• _What to work on_: Go to the line with "Please list the" in the records below, then output it and each following line exactly, up to and including the line with "Digitize the connectivity". Skip pictures and add nothing.

• _The data_:
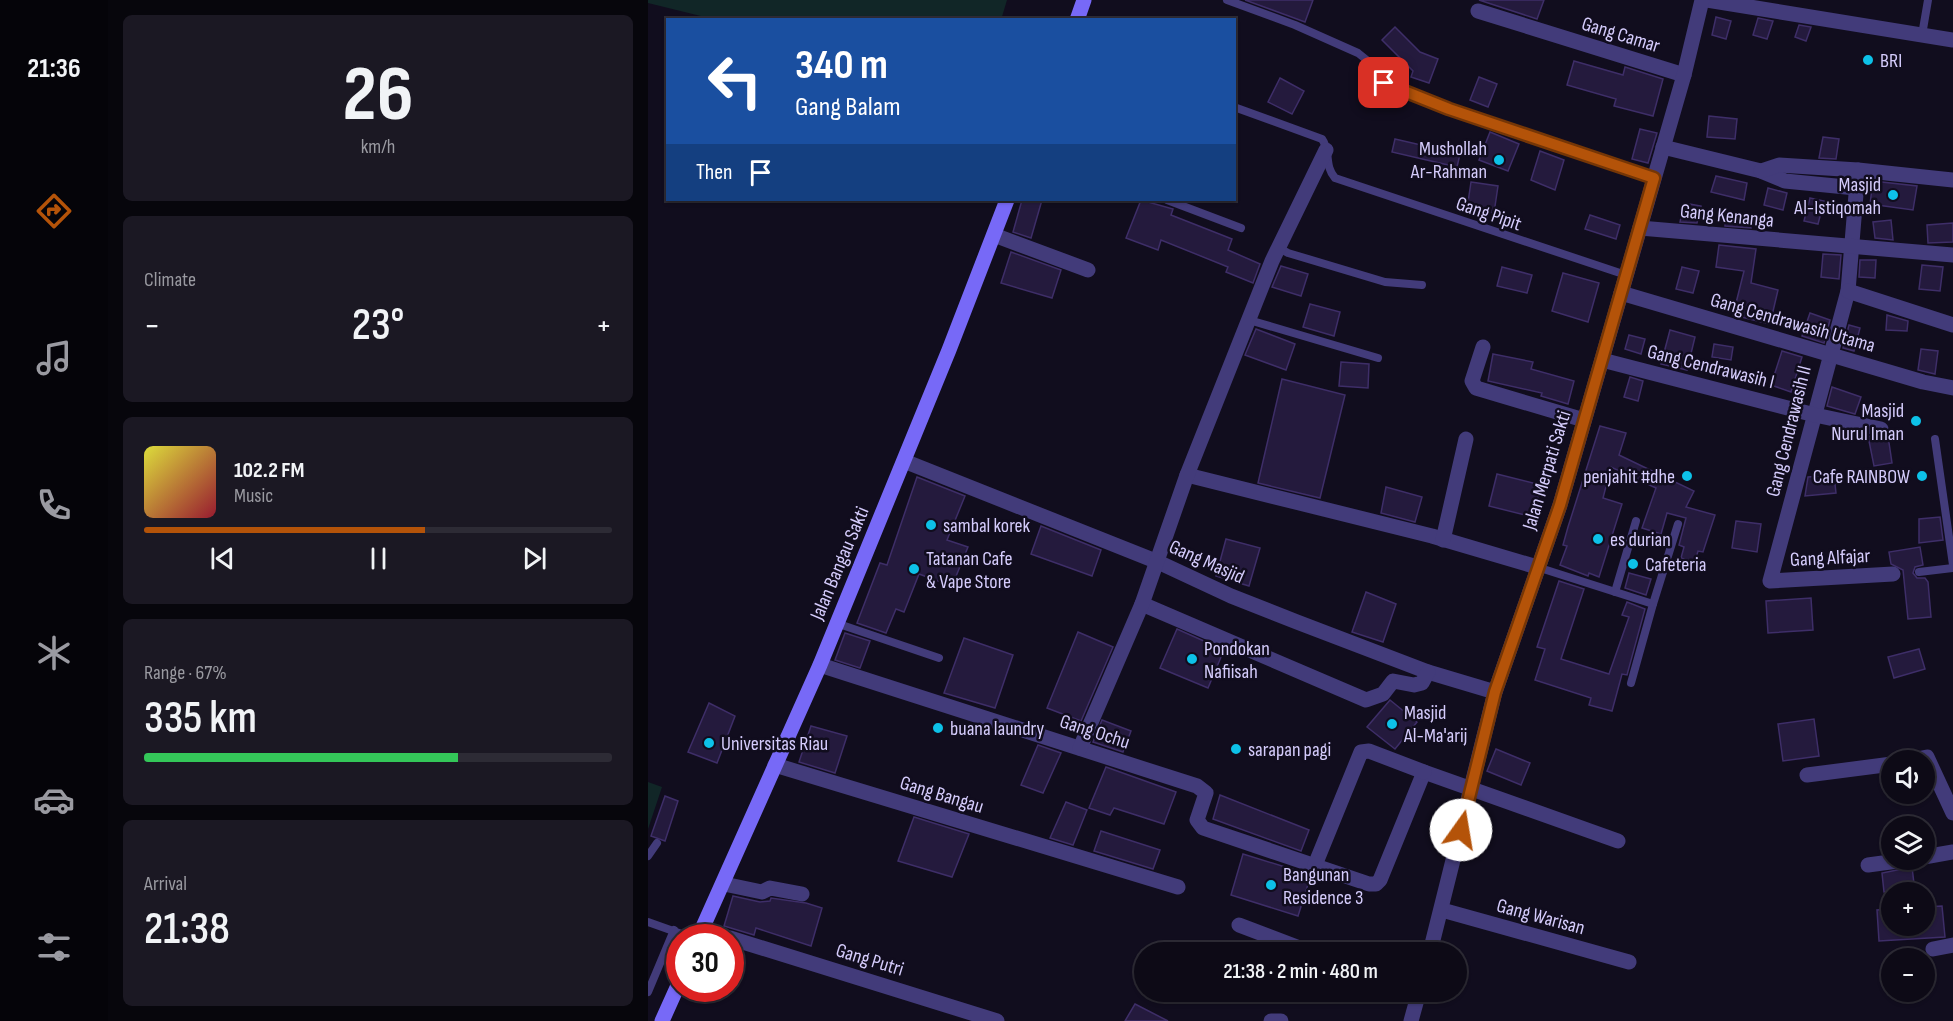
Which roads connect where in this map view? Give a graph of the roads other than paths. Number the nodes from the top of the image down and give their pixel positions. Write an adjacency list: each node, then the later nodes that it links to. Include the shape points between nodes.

==

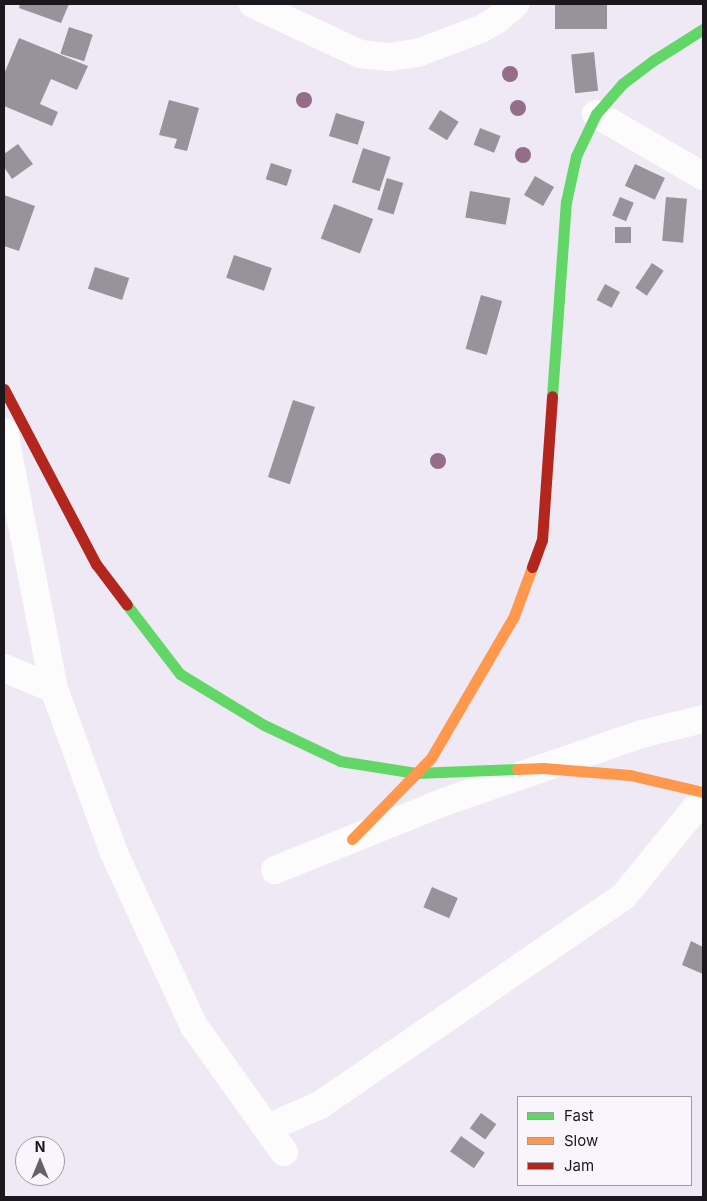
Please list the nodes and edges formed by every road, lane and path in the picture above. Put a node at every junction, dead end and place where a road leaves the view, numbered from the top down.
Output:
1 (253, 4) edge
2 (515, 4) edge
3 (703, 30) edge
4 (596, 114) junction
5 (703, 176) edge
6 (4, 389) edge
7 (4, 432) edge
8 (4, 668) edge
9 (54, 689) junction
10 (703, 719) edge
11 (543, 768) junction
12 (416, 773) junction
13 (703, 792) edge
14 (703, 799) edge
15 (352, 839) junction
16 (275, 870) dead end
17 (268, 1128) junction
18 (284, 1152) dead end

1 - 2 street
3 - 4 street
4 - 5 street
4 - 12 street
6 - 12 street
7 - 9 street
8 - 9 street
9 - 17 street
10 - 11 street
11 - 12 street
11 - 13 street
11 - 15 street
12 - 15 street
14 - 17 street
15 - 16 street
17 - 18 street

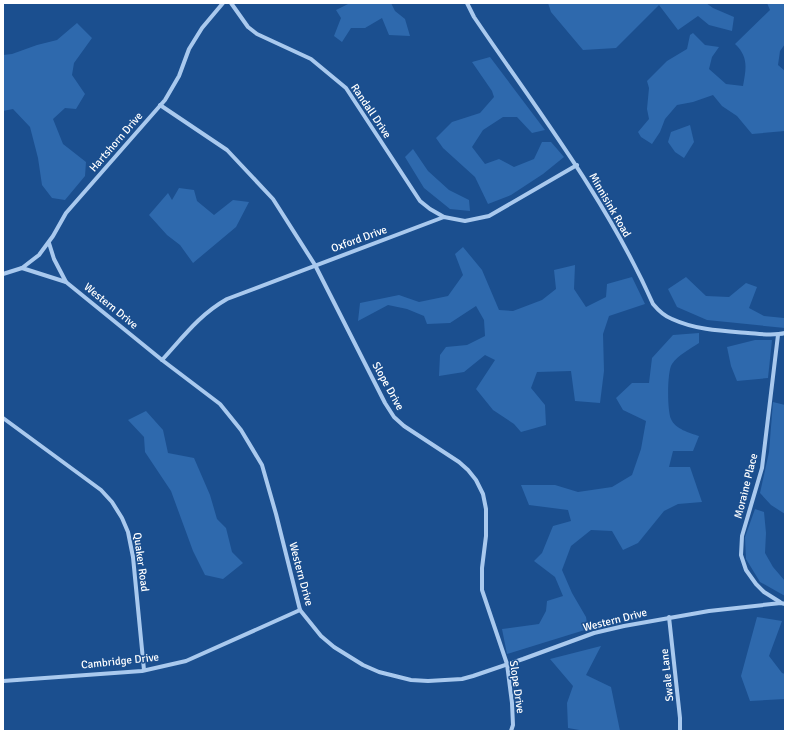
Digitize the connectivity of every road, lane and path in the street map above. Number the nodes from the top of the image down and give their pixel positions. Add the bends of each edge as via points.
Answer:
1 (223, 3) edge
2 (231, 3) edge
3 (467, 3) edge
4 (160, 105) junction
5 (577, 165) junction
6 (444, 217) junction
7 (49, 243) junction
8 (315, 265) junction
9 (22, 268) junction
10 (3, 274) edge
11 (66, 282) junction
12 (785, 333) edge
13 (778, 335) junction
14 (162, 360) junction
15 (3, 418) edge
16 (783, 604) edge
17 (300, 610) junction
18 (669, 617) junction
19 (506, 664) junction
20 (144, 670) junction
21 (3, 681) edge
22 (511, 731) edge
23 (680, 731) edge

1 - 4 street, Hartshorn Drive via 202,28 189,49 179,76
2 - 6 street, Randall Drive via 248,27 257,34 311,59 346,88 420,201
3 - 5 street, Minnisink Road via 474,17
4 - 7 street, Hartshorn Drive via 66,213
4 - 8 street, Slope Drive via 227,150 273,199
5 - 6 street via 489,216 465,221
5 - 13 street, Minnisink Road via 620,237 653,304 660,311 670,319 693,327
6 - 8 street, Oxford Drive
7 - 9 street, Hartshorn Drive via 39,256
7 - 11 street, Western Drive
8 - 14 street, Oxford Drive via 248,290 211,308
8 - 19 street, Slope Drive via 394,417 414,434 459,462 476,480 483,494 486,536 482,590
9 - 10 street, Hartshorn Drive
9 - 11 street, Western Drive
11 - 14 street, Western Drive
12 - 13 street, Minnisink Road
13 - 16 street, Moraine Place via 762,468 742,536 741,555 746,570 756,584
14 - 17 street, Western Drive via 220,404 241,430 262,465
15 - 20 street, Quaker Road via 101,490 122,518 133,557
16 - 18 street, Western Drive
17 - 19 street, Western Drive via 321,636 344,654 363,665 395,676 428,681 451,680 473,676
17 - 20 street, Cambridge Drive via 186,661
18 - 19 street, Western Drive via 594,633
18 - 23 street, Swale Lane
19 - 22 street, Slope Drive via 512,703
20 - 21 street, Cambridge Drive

• _Result for this exercise_:
Please list the nodes and edges formed by every road, lane and path in the picture above. Put a node at every junction, dead end and place where a road leaves the view, numbered from the top down.
Output:
1 (253, 4) edge
2 (515, 4) edge
3 (703, 30) edge
4 (596, 114) junction
5 (703, 176) edge
6 (4, 389) edge
7 (4, 432) edge
8 (4, 668) edge
9 (54, 689) junction
10 (703, 719) edge
11 (543, 768) junction
12 (416, 773) junction
13 (703, 792) edge
14 (703, 799) edge
15 (352, 839) junction
16 (275, 870) dead end
17 (268, 1128) junction
18 (284, 1152) dead end

1 - 2 street
3 - 4 street
4 - 5 street
4 - 12 street
6 - 12 street
7 - 9 street
8 - 9 street
9 - 17 street
10 - 11 street
11 - 12 street
11 - 13 street
11 - 15 street
12 - 15 street
14 - 17 street
15 - 16 street
17 - 18 street

Digitize the connectivity of every road, lane and path in the street map above. Number the nodes from the top of the image down and give their pixel positions. Add the bends of each edge as via points.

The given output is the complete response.